9. The points for consideration are:
(i) Whether the plaintiff was ready and willing to perform his part of
the contract throughout and more specifically on 13.07.1989?
(ii) Whether the trial Court was justified in holding that time was the
essence of the contract so far as this case is concerned?
(iii) Whether there is any infirmity in the judgment and decree of the
trial Court?
10. Point Nos.(i) and (ii) are taken together for discussion as they are
interlinked and interwoven with each other.
Point Nos:(i) and (ii)
11. At the outset, I would like to highlight certain vital points which
are to be considered before commencing discussion on merits.
12. Before the trial Court only, the first defendant appeared and the
other defendants who happened to be the subsequent purchasers from the first
defendant, remained ex-parte.
13. In this appeal, the first defendant remained ex-parte, whereas the
third defendant appeared through her Counsel who argued the matter.

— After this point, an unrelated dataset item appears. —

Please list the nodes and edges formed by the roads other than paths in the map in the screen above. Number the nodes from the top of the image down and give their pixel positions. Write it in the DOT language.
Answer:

14. The question arises as to whether without filing written statement
before the trial Court, the third defendant would be competent to argue on
merits the entire case.
15. At this juncture, the learned Counsel for the plaintiff would
correctly cite the decision of the Honourable Apex Court in M.M.S.Investments,
Madurai and others v. V.Veerappan and others reported in 2008-1-L.W.62. An
excerpt from it, would run thus:
“6. Questioning the plea of readiness and willingness is a concept
relatable to an agreement. After conveyance the question of readiness and
willingness is really not relevant. Therefore, the provision of the Specific
Relief Act, 1963 (in short the ‘Act’) is not applicable. It is to be noted that
the decision in Ram Awadh’s case (supra) relates to a case where there was only
an agreement. After the conveyance, the only question to be adjudicated is
whether the purchaser was a bona fide purchaser for value without notice. In
the present case the only issue that can be adjudicated is whether the
appellants were bona fide purchasers for value without notice. The question
whether the the appellants were ready and willing is really of no consequence.

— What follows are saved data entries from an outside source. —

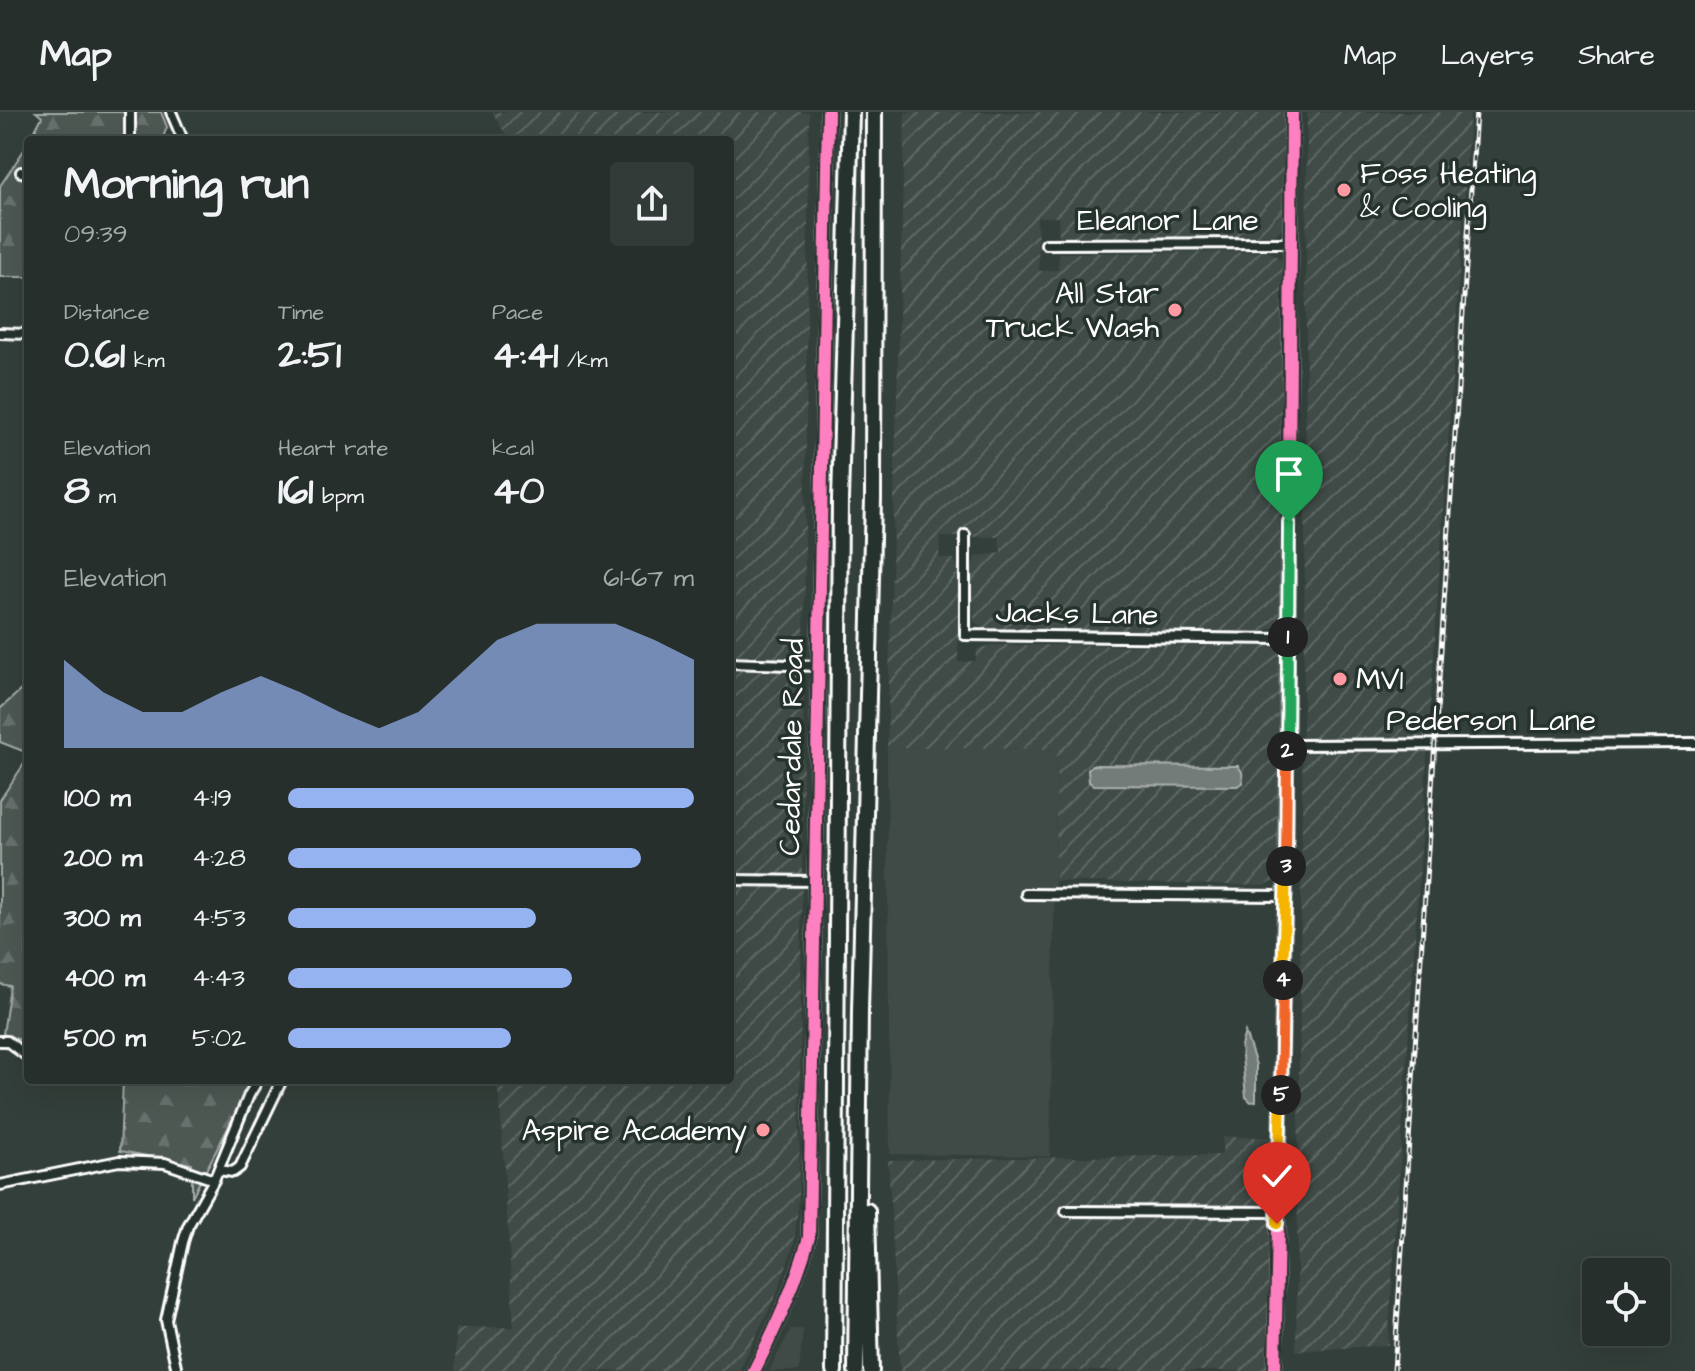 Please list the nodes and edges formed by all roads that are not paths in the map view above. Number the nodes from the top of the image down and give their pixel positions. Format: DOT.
graph roads {
  1 [pos="130,112"];
  2 [pos="171,112"];
  3 [pos="828,112"];
  4 [pos="851,112"];
  5 [pos="874,112"];
  6 [pos="1292,112"];
  7 [pos="130,136"];
  8 [pos="181,136"];
  9 [pos="1291,243"];
  10 [pos="1046,244"];
  11 [pos="0,333"];
  12 [pos="24,334"];
  13 [pos="965,535"];
  14 [pos="1288,639"];
  15 [pos="734,663"];
  16 [pos="818,666"];
  17 [pos="1695,743"];
  18 [pos="1287,745"];
  19 [pos="734,880"];
  20 [pos="815,881"];
  21 [pos="1026,894"];
  22 [pos="1285,896"];
  23 [pos="860,1011"];
  24 [pos="0,1041"];
  25 [pos="24,1054"];
  26 [pos="256,1084"];
  27 [pos="280,1084"];
  28 [pos="219,1170"];
  29 [pos="214,1180"];
  30 [pos="0,1185"];
  31 [pos="1066,1211"];
  32 [pos="1278,1212"];
  33 [pos="834,1223"];
  34 [pos="177,1371"];
  35 [pos="754,1371"];
  36 [pos="824,1371"];
  37 [pos="834,1371"];
  38 [pos="856,1371"];
  39 [pos="871,1371"];
  40 [pos="1275,1371"];
  1 -- 7 [label="street"];
  2 -- 8 [label="street"];
  3 -- 16 [label="street, Cedardale Road"];
  4 -- 33 [label="highway"];
  5 -- 23 [label="highway"];
  6 -- 9 [label="street"];
  9 -- 10 [label="street, Eleanor Lane"];
  9 -- 14 [label="street"];
  11 -- 12 [label="street"];
  13 -- 14 [label="street, Jacks Lane"];
  14 -- 18 [label="street"];
  15 -- 16 [label="street"];
  16 -- 20 [label="street, Cedardale Road"];
  17 -- 18 [label="street, Pederson Lane"];
  18 -- 22 [label="street"];
  19 -- 20 [label="street"];
  20 -- 35 [label="street, Cedardale Road"];
  21 -- 22 [label="street"];
  22 -- 32 [label="street"];
  23 -- 38 [label="highway"];
  23 -- 39 [label="highway"];
  24 -- 25 [label="street"];
  26 -- 28 [label="street"];
  27 -- 28 [label="street"];
  28 -- 29 [label="street"];
  29 -- 30 [label="street"];
  29 -- 34 [label="street"];
  31 -- 32 [label="street"];
  32 -- 40 [label="street"];
  33 -- 36 [label="highway"];
  33 -- 37 [label="highway"];
}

In Ram Awadh’s case (supra) the question of the effect of a completed sale was
not there. Therefore, that decision cannot have any application so far as the
present case is concerned. Once there is a conveyance the concept would be
different and the primary relief could be only cancellation.
7. Learned counsel for the appellants submitted that since the purchasers
step into the shoes of the vendor, the question of readiness and willingness can
be pressed into service. This plea is clearly without substance because the
purchasers had to prove that they are bona fide purchasers for value without
notice. The readiness and willingness aspect will not give any relief to them.
That being the position, the appeal is sans merit and is dismissed. There will
be no order as to costs.”
16. In fact, the aforesaid judgment emerged consequent upon the appeal
filed the appellant in the case decided by this Court in M.M.S. Investments v.
Veerappan reported in 2000 (I) CTC 538 which has been cited by the learned
Counsel for the third defendant herein.
17. The perusal of the aforesaid extract and more so, the entire judgment,
would highlight the fact that the subsequent purchaser of the suit property
cannot be heard to contend the facts relating to the transaction which emerged
between the parties to the agreement to sell and at the most the subsequent
purchaser could contend that he is a bona fide purchaser for value without
notice of any dispute between the parties to the agreement to sell.
Accordingly, if viewed, ex facie and prima facie, it is clear that the third
defendant who remained exparte before the trial Court and had not filed the
written statement, is having no right to canvass the case of the first defendant
and pick holes in the case of the plaintiff.
18. Be that as it may, the learned Counsel for the third defendant
submitted his argument under the following sub-heads:
(i) Time was made the essence of the contract as per Ex.A.1 and by virtue
of subsequent exchange of communications between the parties.
(ii) The plaintiff was not ready and willing to perform his part of the
contract.
(iii) The third defendant is a bona fide purchaser for value without
notice of such dispute between the parties to the agreement to sell.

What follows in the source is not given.